Agility: A book review by Bob Morris

Agility: How to Navigate the Unknown and Seize Opportunity in a World of Disruption
Leo M. Tilman and General Charles Jacoby
Missionday (October 2019)

Here’s how to identify, assess, and then respond to severe marketplace disruption with high-impact

However different they may be in most respects, companies annually ranked among those most highly admired and best to work for are also annually ranked among those that are most profitable, with the greatest cap value.
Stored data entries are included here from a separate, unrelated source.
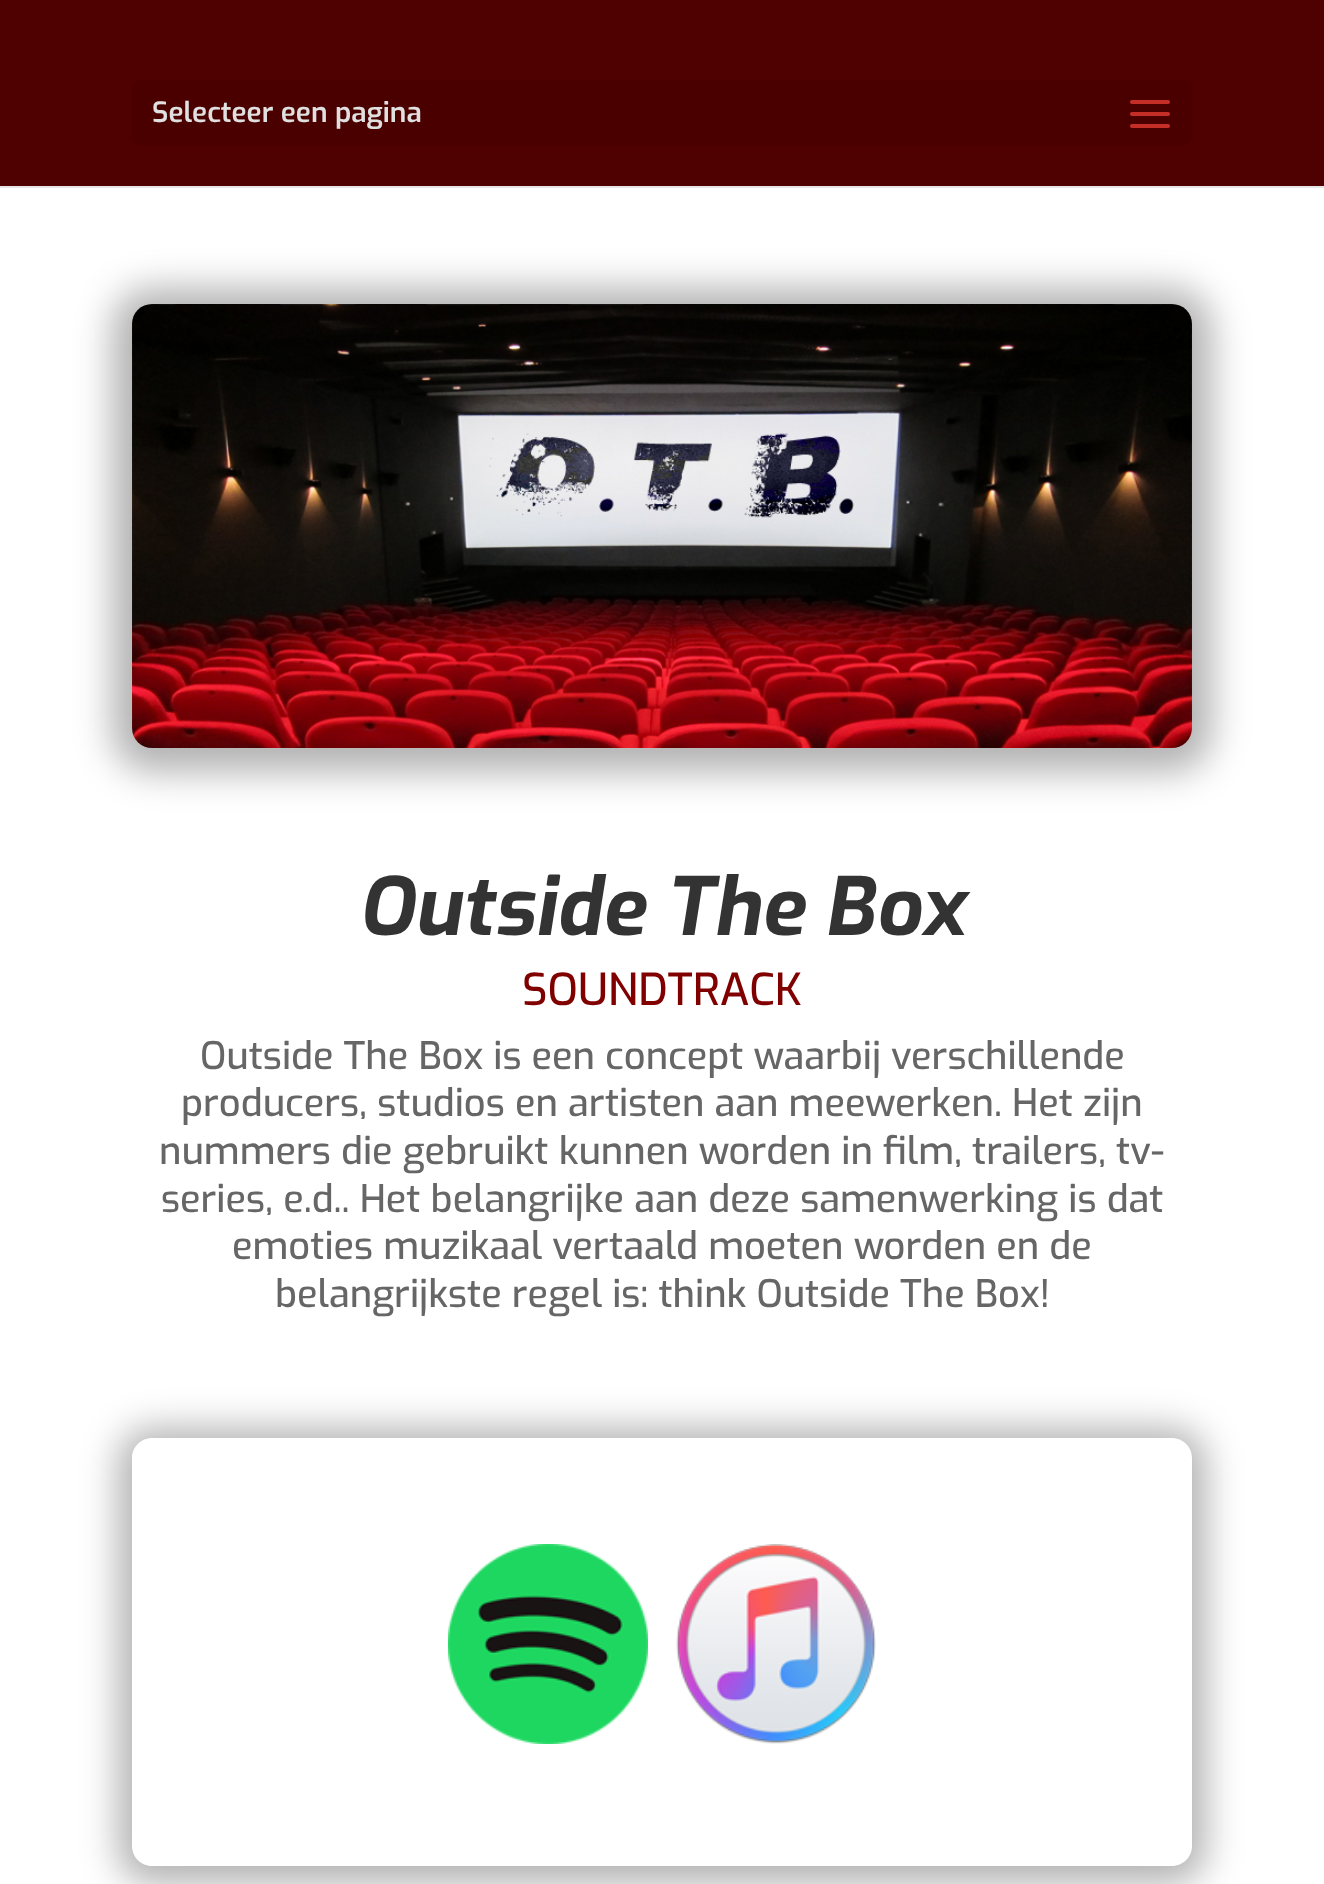 <!DOCTYPE html>
<meta charset="utf-8">
<style>body { margin: 0 } canvas { display: block }</style>
<canvas id="canvas" width="1324" height="1884"></canvas>
<script type="module">
  const canvas = document.getElementById("canvas");
  const ctx = canvas.getContext("2d");
  ctx.miterLimit = 4;
  ctx.fontKerning = "normal";
  async function loadImage(src) {
    const img = new Image();
    img.src = src;
    await img.decode();
    return img;
  }

  ctx.fillStyle = "#ffffff";
  ctx.fillRect(0, 0, 1324, 1884);
  ctx.fillStyle = "#e6e6e6";
  ctx.fillRect(0, 186, 1324, 2);
  ctx.fillStyle = "#4f0000";
  ctx.fillRect(0, 0, 1324, 186);
  ctx.fillStyle = "#4b0000";
  ctx.beginPath();
  ctx.roundRect(132, 80, 1060, 66, 10);
  ctx.fill();
  ctx.font = "600 28px Exo";
  ctx.fillStyle = "#e0e0e0";
  ctx.fillText("Selecteer een pagina", 152, 122);
  ctx.drawImage(await loadImage("img1.png"), 1130, 100, 40, 28);
  ctx.fillStyle = "rgba(0, 0, 0, 0.3)";
  ctx.filter = "blur(18px)";
  ctx.beginPath();
  ctx.roundRect(112, 288, 1100, 484, 40);
  ctx.fill();
  ctx.filter = "none";
  ctx.drawImage(await loadImage("img2.png"), 132, 304, 1060, 444);
  ctx.font = "italic bold 80px Exo";
  ctx.fillStyle = "#333333";
  ctx.fillText("Outside The Box", 358, 935);
  ctx.font = "500 44px Exo";
  ctx.fillStyle = "#800000";
  ctx.fillText("SOUNDTRACK", 522, 1005);
  ctx.font = "500 38px Exo";
  ctx.fillStyle = "#666666";
  ctx.fillText("Outside The Box is een concept waarbij verschillende", 200, 1069);
  ctx.fillText("producers, studios en artisten aan meewerken. Het zijn", 181, 1116);
  ctx.fillText("nummers die gebruikt kunnen worden in film, trailers, tv-", 159, 1164);
  ctx.fillText("series, e.d.. Het belangrijke aan deze samenwerking is dat", 161, 1212);
  ctx.fillText("emoties muzikaal vertaald moeten worden en de", 232, 1259);
  ctx.fillText("belangrijkste regel is: think Outside The Box!", 275, 1307);
  ctx.save();
  ctx.beginPath();
  ctx.moveTo(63, 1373);
  ctx.lineTo(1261, 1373);
  ctx.lineTo(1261, 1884);
  ctx.lineTo(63, 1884);
  ctx.closePath();
  ctx.moveTo(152, 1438);
  ctx.lineTo(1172, 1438);
  ctx.bezierCurveTo(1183, 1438, 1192, 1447, 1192, 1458);
  ctx.lineTo(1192, 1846);
  ctx.bezierCurveTo(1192, 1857, 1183, 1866, 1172, 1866);
  ctx.lineTo(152, 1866);
  ctx.bezierCurveTo(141, 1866, 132, 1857, 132, 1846);
  ctx.lineTo(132, 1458);
  ctx.bezierCurveTo(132, 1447, 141, 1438, 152, 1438);
  ctx.closePath();
  ctx.clip("evenodd");
  ctx.fillStyle = "rgba(0, 0, 0, 0.3)";
  ctx.filter = "blur(18px)";
  ctx.beginPath();
  ctx.roundRect(118, 1428, 1088, 456, 34);
  ctx.fill();
  ctx.filter = "none";
  ctx.restore();
  ctx.drawImage(await loadImage("img3.png"), 448, 1544, 200, 200);
  ctx.drawImage(await loadImage("img4.png"), 676, 1544, 200, 200);
</script>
Another common denominator is that they have leaders who “move with the speed of relevance” and employees who “move with the speed of the [given] challenge.”
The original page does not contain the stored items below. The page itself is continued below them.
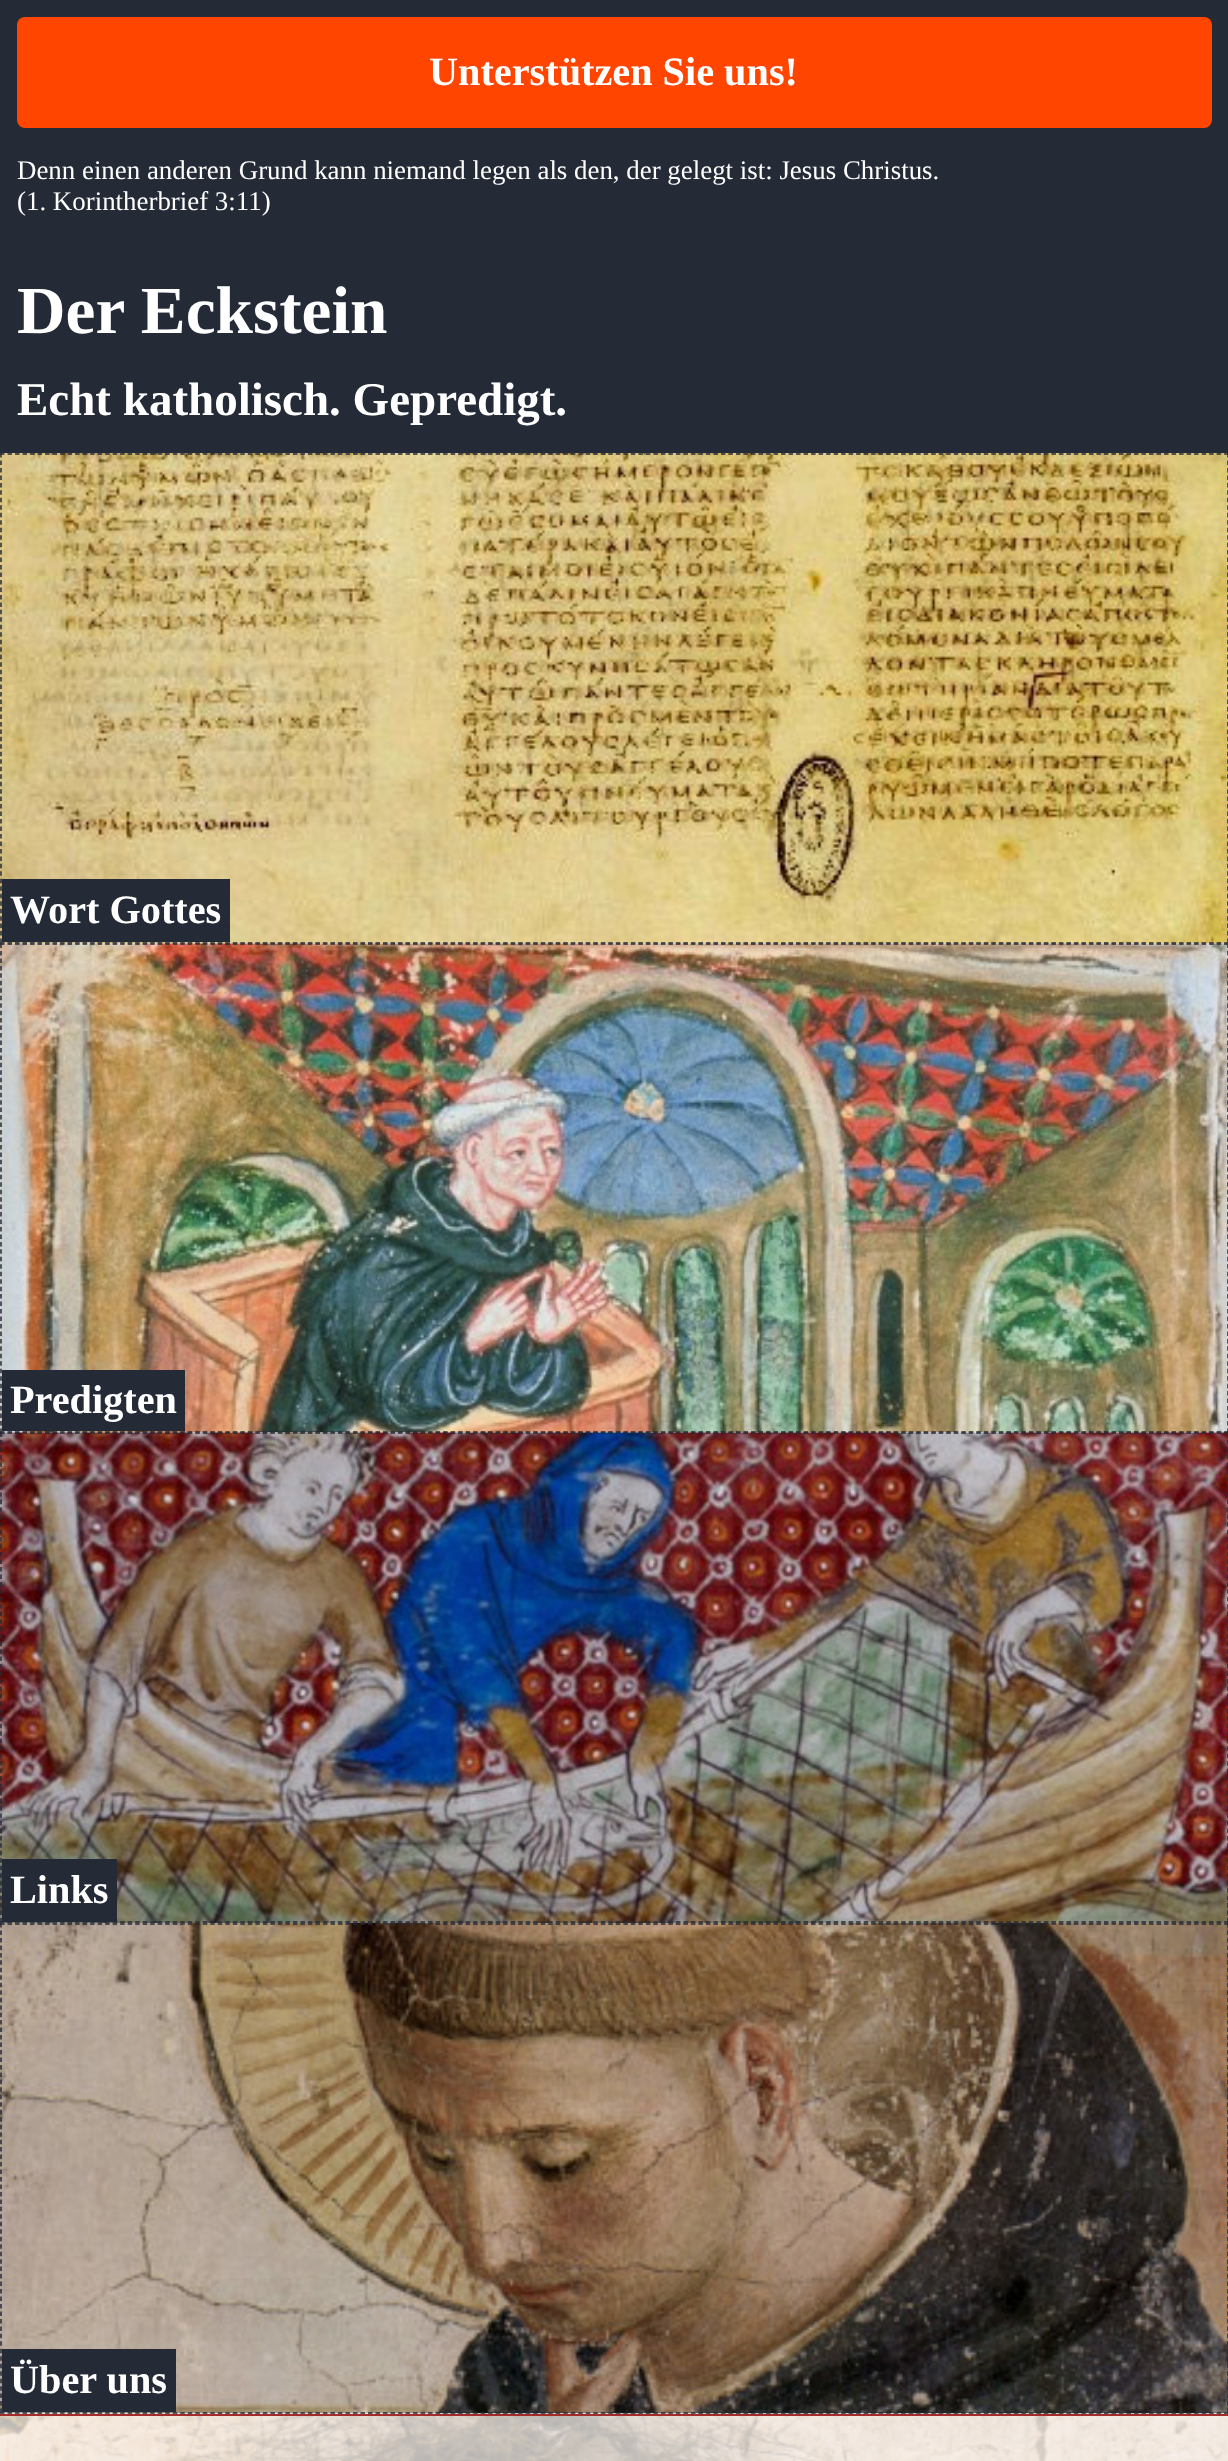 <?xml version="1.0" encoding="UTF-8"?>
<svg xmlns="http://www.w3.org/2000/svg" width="1228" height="2461">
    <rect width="100%" height="100%" fill="#FFFFFF"/>
    <image x="0" y="2416" width="1228" height="45" href="img_01.png"/>
    <rect x="0" y="0" width="1228" height="453" fill="#242A36"/>
    <rect x="17" y="17" width="1195" height="111" rx="8" fill="#FF4500"/>
    <text x="429" y="85" font-family="Liberation Serif" font-size="40.25" font-weight="700" fill="#FFFFFF">Unterstützen Sie uns!</text>
    <text font-family="Liberation Serif" font-size="26.9" fill="#FFFFFF">
        <tspan x="17" y="179">Denn einen anderen Grund kann niemand legen als den, der gelegt ist: Jesus Christus.</tspan>
        <tspan x="17" y="210">(1. Korintherbrief 3:11)</tspan>
    </text>
    <text x="17" y="333" font-family="Liberation Serif" font-size="67.25" font-weight="700" fill="#FFFFFF">Der Eckstein</text>
    <text x="17" y="415" font-family="Liberation Serif" font-size="47" font-weight="700" fill="#FFFFFF">Echt katholisch. Gepredigt.</text>
    <rect x="0" y="2414" width="1228" height="2" fill="#A52A2A"/>
    <image x="0" y="453" width="1228" height="491" href="img_02.png"/>
    <path d="M 0 454 H 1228.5" fill="none" stroke="#242A36" stroke-width="1.5" stroke-dasharray="4.5 3.01"/>
    <path d="M 1228 453 V 943.5" fill="none" stroke="#242A36" stroke-width="1.5" stroke-dasharray="4.5 2.97"/>
    <path d="M 0 943 H 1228.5" fill="none" stroke="#242A36" stroke-width="1.5" stroke-dasharray="4.5 3.01"/>
    <path d="M 1 453 V 943.5" fill="none" stroke="#242A36" stroke-width="1.5" stroke-dasharray="4.5 2.97"/>
    <rect x="2" y="879" width="228" height="63" fill="#242A36"/>
    <text x="10" y="923" font-family="Liberation Serif" font-size="40.25" font-weight="700" fill="#FFFFFF">Wort Gottes</text>
    <image x="0" y="943" width="1228" height="490" href="img_03.png"/>
    <path d="M 0 944 H 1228.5" fill="none" stroke="#242A36" stroke-width="1.5" stroke-dasharray="4.5 3.01"/>
    <path d="M 1228 943.5 V 1432.5" fill="none" stroke="#242A36" stroke-width="1.5" stroke-dasharray="4.5 2.96"/>
    <path d="M 0 1432 H 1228.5" fill="none" stroke="#242A36" stroke-width="1.5" stroke-dasharray="4.5 3.01"/>
    <path d="M 1 943.5 V 1432.5" fill="none" stroke="#242A36" stroke-width="1.5" stroke-dasharray="4.5 2.96"/>
    <rect x="2" y="1370" width="183" height="61" fill="#242A36"/>
    <text x="10" y="1413" font-family="Liberation Serif" font-size="40.25" font-weight="700" fill="#FFFFFF">Predigten</text>
    <image x="0" y="1432" width="1228" height="491" href="img_04.png"/>
    <path d="M 0 1433 H 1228.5" fill="none" stroke="#242A36" stroke-width="1.5" stroke-dasharray="4.5 3.01"/>
    <path d="M 1228 1432.5 V 1923" fill="none" stroke="#242A36" stroke-width="1.5" stroke-dasharray="4.5 2.97"/>
    <path d="M 0 1922 H 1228.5" fill="none" stroke="#242A36" stroke-width="1.5" stroke-dasharray="4.5 3.01"/>
    <path d="M 1 1432.5 V 1923" fill="none" stroke="#242A36" stroke-width="1.5" stroke-dasharray="4.5 2.97"/>
    <rect x="2" y="1859" width="115" height="63" fill="#242A36"/>
    <text x="10" y="1903" font-family="Liberation Serif" font-size="40.25" font-weight="700" fill="#FFFFFF">Links</text>
    <image x="0" y="1923" width="1228" height="491" href="img_05.png"/>
    <path d="M 0 1924 H 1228.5" fill="none" stroke="#242A36" stroke-width="1.5" stroke-dasharray="4.5 3.01"/>
    <path d="M 1228 1923 V 2413.5" fill="none" stroke="#242A36" stroke-width="1.5" stroke-dasharray="4.5 2.97"/>
    <path d="M 0 2413 H 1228.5" fill="none" stroke="#242A36" stroke-width="1.5" stroke-dasharray="4.5 3.01"/>
    <path d="M 1 1923 V 2413.5" fill="none" stroke="#242A36" stroke-width="1.5" stroke-dasharray="4.5 2.97"/>
    <rect x="2" y="2349" width="174" height="63" fill="#242A36"/>
    <text x="10" y="2393" font-family="Liberation Serif" font-size="40.25" font-weight="700" fill="#FFFFFF">Über uns</text>
</svg>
Leo M. Tilman and General Charles Jacoby define agility as the organizational capacity “to effectively detect, assess and respond to environmental changes in ways that are purposeful, decisive and grounded in the will to win.”  In the business world, for example, that capacity is essential in a global environment that has become more volatile, more uncertain, more complex, and more ambiguous than at any prior time that I can recall.

Organizations that lack agility tend to have become hostage to what James O’Toole so aptly characterizes — in Leading Change — as “the ideology of comfort and the tyranny of custom.” In 1859, Charles Darwin suggested that “it is not the most intellectual of the species that survives; it is not the strongest that survives, but the species that survives is the one that is able to adapt to and to adjust best to the changing environment in which it finds itself.” More recently, in Future Shock (1984), this is precisely what Alvin Toffler has in mind when making this prediction: “The illiterate of the 21st century will not be those who cannot read and write, but those who cannot learn, unlearn, and relearn.”

Tilman and Jacoby wrote this book to prepare leaders in any organization — whatever its size and nature may be — “to effectively detect, assess and respond to environmental changes in ways that are purposeful, decisive and grounded in the will to win.”

These are among the dozens of passages of greatest interest and value to me, also listed to suggest the scope of Tilman and Jacoby’s coverage:

o Developing the Framework for Agility (Pages 9-12)
o The Process, the Pillars and the Setting of Agility (13-170
o Accelerating Change (21-22)
o The Antithesis of Agility (25-26)
o Risk Intelligence (49-51)

o The Fukushima Nuclear Disaster (64-65)
o Organizations as Portfolios of Risks (68-72)
o Business Models through the Prism of Risk (75-78)
o Corporate Responses to Change (85-87)
o The Risk Levers of Agility (104-107)

o Two Modes of the Agility Process (107-109)
o Top Brain, Bottom Brain (116-120)
o Boundaries of Initiative (122-123)
o Why Some Flat Organizations Succeed and Others Don’t (133-135)
o Senior Leader Business (142-146)

o The Agility Setting (152-157)
o Levers of Agility (164-167)
o The Need for a Holistic Approach (167-171)
o Planning for Agility (179-183)
o Tactical Agility in the Face of Adversity (189-192)

These are among Tilman and Jacoby’s concluding thoughts:

“The fog and friction. of the Fourth Industrial Revolution, persistent geopolitical and social conflict, and an arms race of new technologies are just the modern reincarnations of the challenges that have fueled the humanity’s enduring search for agility. As we navigate these powerful forces — and contend with the hedgerows of modernity that upend the most brilliant of plans — any organization and leader can become better positioned to seize the unprecedented possibilities of this new age by investing in agility.”

Most of the information, insights, and counsel needed to anticipate and then respond effectively to the other unique challenges “of this new age ” is proved by Leo Tilman and Charles Jacoby in their brilliant book. Bravo!